In the end, was all the wrangling really over making marginal improvements to the crime bill, or was it a calculated effort to inflict political damage on a president who has been floundering in opinion polls?
Both, say experts on Washington politics. But ``victory now,'' says Norman Ornstein, a scholar at the American Enterprise Institute here, ``is worth more than if he'd won on the rule the first time around. He's shown that he can take on tough interests.''
One such interest, the National Rifle Association, failed to get a ban on 19 types of semiautomatic weapons removed from the bill.
Alan Lichtman, a presidential historian at the American University in Washington, says that in the short run, everybody was hurt by the initial derailing of the crime bill. Clinton looked weak, and the opponents of the bill looked obstructionist on a bill that was popular with the public, he says.
``But in the long run, if Clinton gets something through with favorable reviews, he gets out ahead,'' Professor Lichtman says.
``I think Republicans will have a hard time using law and order'' as a campaign theme this fall, he adds. Even though Clinton was never viewed as being soft on crime, ``now he may have turned it into an asset,'' Lichtman says.

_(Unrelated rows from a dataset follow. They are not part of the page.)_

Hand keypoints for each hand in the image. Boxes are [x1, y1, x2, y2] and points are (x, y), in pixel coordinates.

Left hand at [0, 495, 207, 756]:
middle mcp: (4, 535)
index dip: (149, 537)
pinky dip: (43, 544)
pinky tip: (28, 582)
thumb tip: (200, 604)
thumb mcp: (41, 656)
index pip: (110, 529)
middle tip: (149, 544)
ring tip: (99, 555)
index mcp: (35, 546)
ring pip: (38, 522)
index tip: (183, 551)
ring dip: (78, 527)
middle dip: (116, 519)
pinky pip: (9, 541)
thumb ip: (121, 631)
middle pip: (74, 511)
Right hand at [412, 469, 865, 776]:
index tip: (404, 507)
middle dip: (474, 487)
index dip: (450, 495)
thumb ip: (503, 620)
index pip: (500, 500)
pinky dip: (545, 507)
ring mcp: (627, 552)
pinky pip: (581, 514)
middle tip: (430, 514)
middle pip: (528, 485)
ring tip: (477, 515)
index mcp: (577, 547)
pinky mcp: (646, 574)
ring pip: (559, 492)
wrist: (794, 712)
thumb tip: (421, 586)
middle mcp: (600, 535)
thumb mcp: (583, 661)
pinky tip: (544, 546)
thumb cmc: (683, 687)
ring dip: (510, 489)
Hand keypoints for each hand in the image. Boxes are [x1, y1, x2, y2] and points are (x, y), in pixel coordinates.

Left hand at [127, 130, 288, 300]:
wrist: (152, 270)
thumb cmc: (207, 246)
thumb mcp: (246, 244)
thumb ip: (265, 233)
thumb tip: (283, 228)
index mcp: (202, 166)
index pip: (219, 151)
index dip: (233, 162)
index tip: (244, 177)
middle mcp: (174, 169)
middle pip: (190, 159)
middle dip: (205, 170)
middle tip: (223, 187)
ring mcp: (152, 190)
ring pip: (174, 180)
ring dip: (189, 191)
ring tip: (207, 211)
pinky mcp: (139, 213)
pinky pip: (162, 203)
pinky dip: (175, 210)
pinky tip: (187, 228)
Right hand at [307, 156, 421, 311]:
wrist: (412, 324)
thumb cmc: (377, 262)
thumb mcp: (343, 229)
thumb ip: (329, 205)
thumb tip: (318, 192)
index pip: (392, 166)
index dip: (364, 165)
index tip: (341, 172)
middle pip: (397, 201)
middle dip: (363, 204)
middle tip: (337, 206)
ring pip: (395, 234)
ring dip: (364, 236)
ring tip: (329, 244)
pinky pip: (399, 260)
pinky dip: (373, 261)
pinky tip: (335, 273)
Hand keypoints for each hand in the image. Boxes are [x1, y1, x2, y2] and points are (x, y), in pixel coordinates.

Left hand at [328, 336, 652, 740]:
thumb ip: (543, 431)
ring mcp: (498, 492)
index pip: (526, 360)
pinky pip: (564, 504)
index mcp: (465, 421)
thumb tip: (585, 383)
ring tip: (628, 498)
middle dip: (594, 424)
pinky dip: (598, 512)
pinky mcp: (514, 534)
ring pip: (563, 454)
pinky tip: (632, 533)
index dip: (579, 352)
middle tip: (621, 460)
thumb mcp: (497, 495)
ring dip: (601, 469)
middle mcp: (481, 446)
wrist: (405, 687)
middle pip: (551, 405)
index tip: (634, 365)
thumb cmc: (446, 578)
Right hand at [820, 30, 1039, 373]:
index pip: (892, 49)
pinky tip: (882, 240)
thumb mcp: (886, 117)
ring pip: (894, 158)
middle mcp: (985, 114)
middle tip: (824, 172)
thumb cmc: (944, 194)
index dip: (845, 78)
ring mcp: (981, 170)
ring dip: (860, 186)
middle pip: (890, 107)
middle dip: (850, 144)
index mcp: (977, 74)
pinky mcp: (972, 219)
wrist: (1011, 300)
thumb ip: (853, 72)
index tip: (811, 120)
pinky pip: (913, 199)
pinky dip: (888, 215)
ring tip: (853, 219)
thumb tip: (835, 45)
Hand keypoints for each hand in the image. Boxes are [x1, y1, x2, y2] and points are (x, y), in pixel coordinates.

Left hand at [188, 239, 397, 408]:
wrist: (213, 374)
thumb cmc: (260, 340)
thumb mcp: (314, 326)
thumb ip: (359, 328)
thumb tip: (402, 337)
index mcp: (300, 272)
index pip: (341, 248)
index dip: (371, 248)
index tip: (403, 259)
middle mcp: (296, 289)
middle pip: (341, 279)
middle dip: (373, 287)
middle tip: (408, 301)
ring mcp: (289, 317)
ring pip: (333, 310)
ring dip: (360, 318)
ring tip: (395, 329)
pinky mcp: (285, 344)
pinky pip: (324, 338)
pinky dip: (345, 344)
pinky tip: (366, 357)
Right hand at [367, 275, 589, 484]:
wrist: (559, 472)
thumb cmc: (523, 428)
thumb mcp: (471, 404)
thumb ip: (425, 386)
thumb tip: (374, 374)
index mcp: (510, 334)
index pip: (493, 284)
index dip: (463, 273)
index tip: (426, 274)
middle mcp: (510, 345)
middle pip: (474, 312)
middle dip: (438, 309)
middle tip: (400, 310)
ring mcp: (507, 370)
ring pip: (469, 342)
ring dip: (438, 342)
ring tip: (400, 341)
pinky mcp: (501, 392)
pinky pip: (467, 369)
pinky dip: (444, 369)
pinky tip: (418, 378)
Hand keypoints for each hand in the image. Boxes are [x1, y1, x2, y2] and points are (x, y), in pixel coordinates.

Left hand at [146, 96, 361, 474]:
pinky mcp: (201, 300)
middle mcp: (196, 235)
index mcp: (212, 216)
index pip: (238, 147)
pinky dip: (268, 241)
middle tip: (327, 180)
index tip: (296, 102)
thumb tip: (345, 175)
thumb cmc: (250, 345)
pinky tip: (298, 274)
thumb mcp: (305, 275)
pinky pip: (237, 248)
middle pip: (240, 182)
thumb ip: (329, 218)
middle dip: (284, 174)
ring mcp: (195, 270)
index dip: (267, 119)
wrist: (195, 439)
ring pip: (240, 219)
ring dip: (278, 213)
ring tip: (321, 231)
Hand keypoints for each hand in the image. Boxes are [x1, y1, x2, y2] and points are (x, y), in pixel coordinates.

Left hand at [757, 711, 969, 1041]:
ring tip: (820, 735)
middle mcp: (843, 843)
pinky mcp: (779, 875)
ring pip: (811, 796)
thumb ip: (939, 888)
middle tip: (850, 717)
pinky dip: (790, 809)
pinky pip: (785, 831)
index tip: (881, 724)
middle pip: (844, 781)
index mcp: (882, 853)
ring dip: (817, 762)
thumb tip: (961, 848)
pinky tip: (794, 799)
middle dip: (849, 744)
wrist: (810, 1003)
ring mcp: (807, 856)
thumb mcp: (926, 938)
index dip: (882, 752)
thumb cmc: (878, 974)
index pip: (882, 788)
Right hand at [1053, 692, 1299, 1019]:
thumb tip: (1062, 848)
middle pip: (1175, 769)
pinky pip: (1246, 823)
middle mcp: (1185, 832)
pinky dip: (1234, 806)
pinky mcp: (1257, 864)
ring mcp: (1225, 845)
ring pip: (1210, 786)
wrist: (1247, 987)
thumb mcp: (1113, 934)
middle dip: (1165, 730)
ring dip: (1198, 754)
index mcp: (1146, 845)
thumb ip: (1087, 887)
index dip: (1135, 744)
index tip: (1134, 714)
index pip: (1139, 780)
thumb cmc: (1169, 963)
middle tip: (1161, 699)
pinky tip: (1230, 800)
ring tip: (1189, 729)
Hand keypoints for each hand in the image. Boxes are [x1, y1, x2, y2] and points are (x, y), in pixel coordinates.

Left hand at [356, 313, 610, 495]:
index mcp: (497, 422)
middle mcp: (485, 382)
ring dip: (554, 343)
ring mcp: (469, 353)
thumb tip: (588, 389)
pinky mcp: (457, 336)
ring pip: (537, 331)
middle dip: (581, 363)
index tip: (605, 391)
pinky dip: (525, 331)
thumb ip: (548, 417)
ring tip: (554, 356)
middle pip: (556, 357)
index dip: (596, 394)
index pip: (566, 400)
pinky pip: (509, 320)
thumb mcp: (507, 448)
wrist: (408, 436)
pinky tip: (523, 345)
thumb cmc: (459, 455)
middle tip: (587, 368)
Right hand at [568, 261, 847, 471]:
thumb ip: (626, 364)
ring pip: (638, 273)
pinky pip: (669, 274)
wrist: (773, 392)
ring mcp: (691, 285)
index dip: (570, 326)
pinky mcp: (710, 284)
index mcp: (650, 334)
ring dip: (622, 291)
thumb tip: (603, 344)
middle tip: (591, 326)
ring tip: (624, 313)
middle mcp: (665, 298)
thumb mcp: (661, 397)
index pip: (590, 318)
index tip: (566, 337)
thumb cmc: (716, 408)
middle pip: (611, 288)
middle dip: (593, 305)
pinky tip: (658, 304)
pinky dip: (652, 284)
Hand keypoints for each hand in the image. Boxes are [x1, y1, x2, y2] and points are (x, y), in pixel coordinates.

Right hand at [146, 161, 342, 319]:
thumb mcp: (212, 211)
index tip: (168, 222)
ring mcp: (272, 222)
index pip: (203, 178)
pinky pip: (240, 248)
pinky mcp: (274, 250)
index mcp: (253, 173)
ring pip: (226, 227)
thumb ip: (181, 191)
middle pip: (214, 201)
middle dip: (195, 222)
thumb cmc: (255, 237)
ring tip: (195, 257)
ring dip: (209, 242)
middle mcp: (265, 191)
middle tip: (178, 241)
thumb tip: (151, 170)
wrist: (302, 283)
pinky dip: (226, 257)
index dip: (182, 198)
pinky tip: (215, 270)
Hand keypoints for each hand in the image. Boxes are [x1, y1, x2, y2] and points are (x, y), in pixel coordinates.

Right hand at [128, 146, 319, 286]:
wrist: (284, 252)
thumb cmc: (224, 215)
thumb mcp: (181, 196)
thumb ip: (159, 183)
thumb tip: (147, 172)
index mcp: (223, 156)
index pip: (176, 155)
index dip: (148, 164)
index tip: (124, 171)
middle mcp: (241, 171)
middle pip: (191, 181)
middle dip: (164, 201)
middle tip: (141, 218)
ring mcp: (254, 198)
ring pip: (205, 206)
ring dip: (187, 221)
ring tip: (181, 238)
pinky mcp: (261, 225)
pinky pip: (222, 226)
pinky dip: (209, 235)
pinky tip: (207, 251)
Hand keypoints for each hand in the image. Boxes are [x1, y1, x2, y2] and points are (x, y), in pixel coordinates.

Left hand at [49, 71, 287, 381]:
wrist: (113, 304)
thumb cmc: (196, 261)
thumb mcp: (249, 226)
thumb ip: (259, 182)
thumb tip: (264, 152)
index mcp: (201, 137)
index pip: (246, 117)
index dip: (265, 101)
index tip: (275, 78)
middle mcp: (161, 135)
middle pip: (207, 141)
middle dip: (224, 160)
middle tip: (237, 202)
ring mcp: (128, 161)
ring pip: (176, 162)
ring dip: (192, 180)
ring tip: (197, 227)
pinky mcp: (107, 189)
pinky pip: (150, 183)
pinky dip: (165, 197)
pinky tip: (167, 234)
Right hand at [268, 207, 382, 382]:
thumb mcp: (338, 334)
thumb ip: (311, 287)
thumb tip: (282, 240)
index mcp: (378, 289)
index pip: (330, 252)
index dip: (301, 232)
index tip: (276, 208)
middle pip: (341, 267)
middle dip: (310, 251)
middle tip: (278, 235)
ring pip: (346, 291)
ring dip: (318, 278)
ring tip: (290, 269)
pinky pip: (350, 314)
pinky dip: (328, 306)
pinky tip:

One Republican Democrats won't be able to go after on crime this fall is Congressman Shays. Even though he had voted to keep the bill alive on Aug. 11, he says he felt the bill could still be improved.
``I really believed in the bill and wanted to save it,'' Shays says. Unlike most of his fellow Republicans, he says devoting 25 percent of the spending to crime prevention is ``essential.'' In his district, which includes Bridgeport, Conn., midnight basketball is popular and worthwhile, he says.
``Most of my [Republican] colleagues represent suburban and rural areas, and they don't see the need for prevention,'' he says.
The original crime package would have cost $33.5 billion over six years. About $2 billion of the $3.3 billion trim came in cuts from crime-prevention programs. But, with a few exceptions, such as Rep. Mike Synar (D) of Oklahoma, who felt he could not support the pared-back version, the new bill kept its old supporters and won a large bloc of moderate Republicans.
Spending in the House-passed bill breaks down as follows: 45 percent for law enforcement, 33 percent for prisons, and 23 percent for crime prevention. One provision that faced little opposition, and remained intact, was a plan to add 100,000 new police to the streets.
Changes in the bill include:
* Consolidation of individual crime-prevention grant programs into a $380-million block grant program to allow greater local freedom in spending decisions.
* Stricter monitoring of sex offenders upon their release from prison.
* Elimination of a $10-million criminal-justice center that was to be built at the alma mater of Rep. Jack Brooks (D) of Texas, chairman of the House Judiciary Committee.
* In rape trials, allowance of evidence of prior sex offenses. This rule is subject to review by an organization of federal judges.
* Limits on the opportunity for nonviolent first-time drug offenders already in prison to take advantage of new rules exempting such offenders from mandatory sentences.